Archétype du compositeur de musique classique populaire et contemporaine, Morton Gould trouve dans la musique scénique de ballet un médium idéal à son sens du rythme et à son goût pour les mélodies immédiatement assimilables, ses tournures mélodiques accessibles sans être trop ampoulées. Il intègre des éléments de jazz, de blues, de gospel, de country-music et de pop dans des compositions qui révèlent une maîtrise réelle de l'orchestration et des structures formelles imaginatives. Outre de nombreuses œuvres orchestrales, ensembles de chambre et soliste, Morton Gould a composé pour Broadway (Billion Dollar Baby, Arms and the Girl), des musiques de film (Delightfully Dangerous, Cinerama Holiday, WindJammer), de télévision (Holocaust, le documentaire de CBS World War 1) et de ballet, comme ce disque nous permet de le constater (Interplay, Fall River Legend, l'm Old Fashioned). Notons aussi pour compléter son portrait qu'il a dirigé à peu près tous les grands orchestres du monde. En 1966, il remporte un Grammy Award pour son enregistrement de la Symphonie n°1 de Charles Ives avec le Chicago Symphony Orchestra. Entre autres nombreux honneurs, il est élu président de l'American Society of Composers, Authors, and Publishers, au milieu des années quatre-vingt.

Ce CD nous permet de suivre l'évolution musicale de Gould sur dix ans de vie d'artiste : Fall River Legend, ballet crée en 1948, et Jeckyll and Hyde Variations, crées en 1957. Les deux œuvres, au matériel mélodique assez conventionnel, partagent entre elles une couleur envoûtante : le noir. Le noir du polar, du fait divers glauque et du fantastique. Gould nous entraîne sur deux histoires où la mort est omniprésente, suggérée, mise en scène, attendue, évitée, implorée.

Fall River Legend raconte en musique l'histoire tragique de Lizzie Borden, célèbre jeune parricide américaine dont les crimes n'ont jamais été vraiment élucidés et qui alimenta la fantasmatique juridico-policière de plusieurs générations de petits yankees. La longue partition tente de donner corps à ce personnage complexe, torturé, qui imprime à sa musique une noirceur nostalgique rendant Lizzie parfois très présente, avec sa hache meurtrière et son visage d'enfant. Fall River Legend n'est assurément pas la meilleure musique de ballet du siècle, mais elle ravira les amateurs éclairés de musique américaine.

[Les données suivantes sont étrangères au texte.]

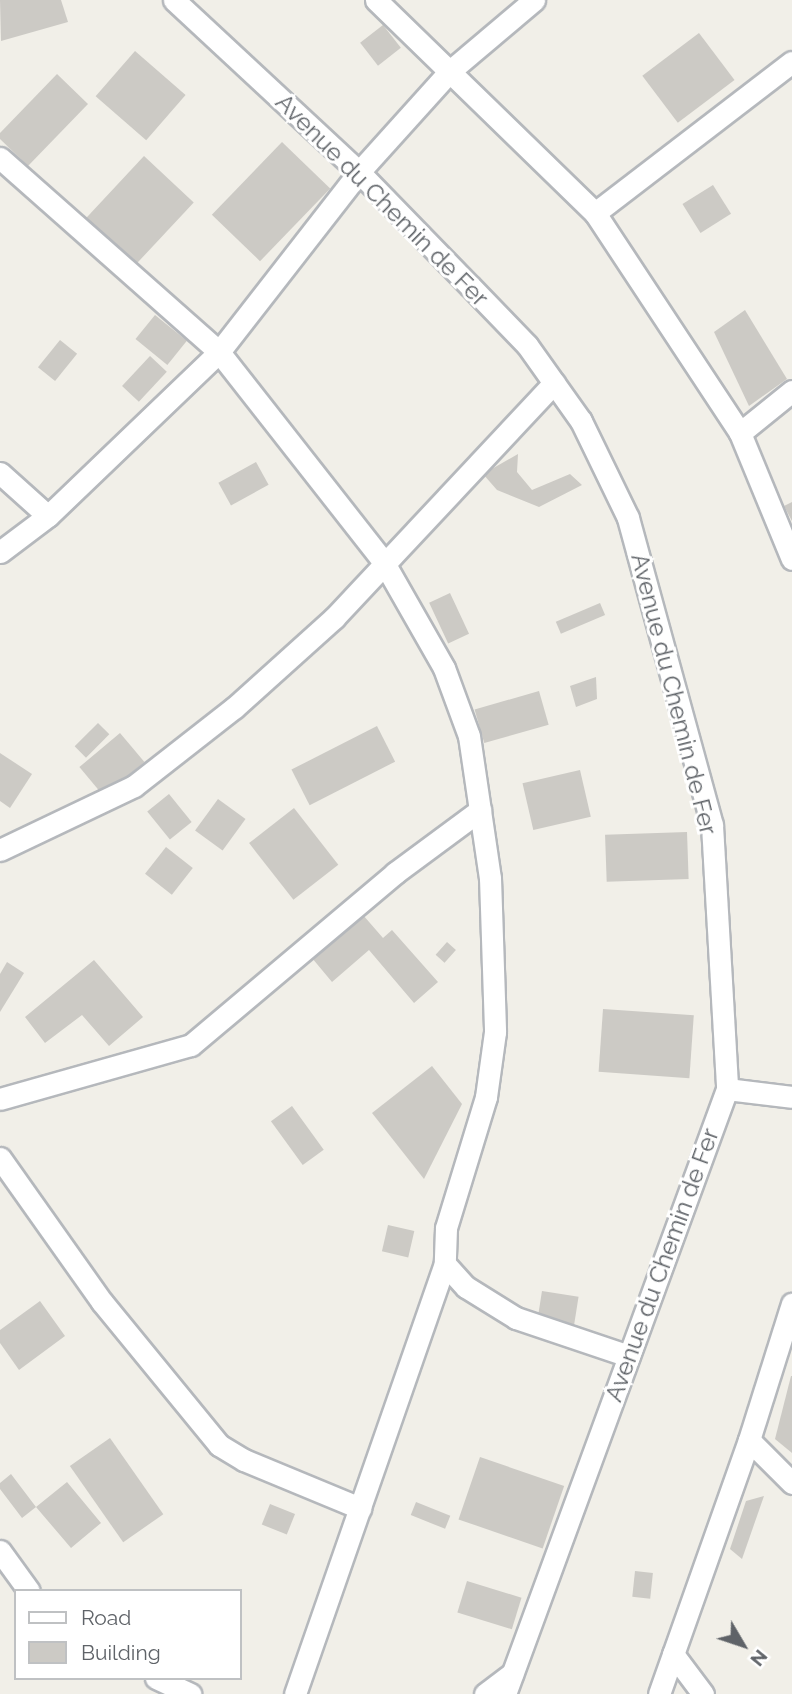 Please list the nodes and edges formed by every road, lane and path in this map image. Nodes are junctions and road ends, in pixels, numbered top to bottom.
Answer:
1 (174, 0) edge
2 (376, 0) edge
3 (534, 0) edge
4 (792, 62) edge
5 (450, 71) junction
6 (0, 158) edge
7 (359, 172) junction
8 (595, 213) junction
9 (219, 352) junction
10 (555, 383) junction
11 (792, 391) edge
12 (740, 433) junction
13 (0, 473) edge
14 (48, 516) junction
15 (0, 552) edge
16 (792, 559) edge
17 (383, 561) junction
18 (480, 810) junction
19 (0, 850) edge
20 (727, 1089) junction
21 (792, 1097) edge
22 (0, 1099) edge
23 (0, 1158) edge
24 (445, 1264) junction
25 (792, 1304) edge
26 (629, 1356) junction
27 (750, 1440) junction
28 (792, 1483) edge
29 (360, 1508) junction
30 (0, 1551) edge
31 (28, 1589) edge
32 (673, 1654) junction
33 (160, 1680) edge
34 (509, 1684) edge
35 (191, 1694) edge
36 (295, 1694) edge
37 (485, 1694) edge
38 (659, 1694) edge
39 (703, 1694) edge

1 - 7 street, Avenue du Chemin de Fer
2 - 5 street
3 - 5 street
4 - 8 street
5 - 7 street
5 - 8 street
6 - 9 street
7 - 9 street
7 - 10 street, Avenue du Chemin de Fer
8 - 12 street
9 - 14 street
9 - 17 street
10 - 17 street
10 - 20 street, Avenue du Chemin de Fer
11 - 12 street
12 - 16 street
13 - 14 street
14 - 15 street
17 - 18 street
17 - 19 street
18 - 22 street
18 - 24 street
20 - 21 street
20 - 26 street, Avenue du Chemin de Fer
23 - 29 street
24 - 26 street
24 - 29 street
25 - 27 street
26 - 34 street, Avenue du Chemin de Fer
27 - 28 street
27 - 32 street
29 - 36 street
30 - 31 street
32 - 38 street
32 - 39 street
33 - 35 street
34 - 37 street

Le principe de la suite Jekyll and Hyde, composée une dizaine d'années plus tard, est assez subtil, puisque Gould choisit la variation pour décliner tour à tour les identités instables du célèbre Dr. Jekyll. Il a composé cette partition en réponse à une commande du grand chef d'orchestre Dimitri Mitropoulos, qui cherchait à orienter le compositeur américain vers un univers musical plus complexe et plus sérieux. En d'autres termes, Mitropoulos voulait atteindre en Gould le compositeur sérieux – flirtant ça et là avec le sérialisme – derrière l'auteur de musique plaisante, de scores de films et de chansons à la mode. Cherchait-il Hyde derrière Jekyll ? Il n'en demeure pas moins que le résultat est très convaincant, envoûtant, et rend justice à l'univers de Stevenson, tout en suggestion et en noirceur. Gould considérait cette pièce comme l'une de ses plus grandes réussites. Le très utile livret est en anglais et en allemand. L'enregistrement numérique de 2004 est plein de puissance, de clarté et d'épaisseur.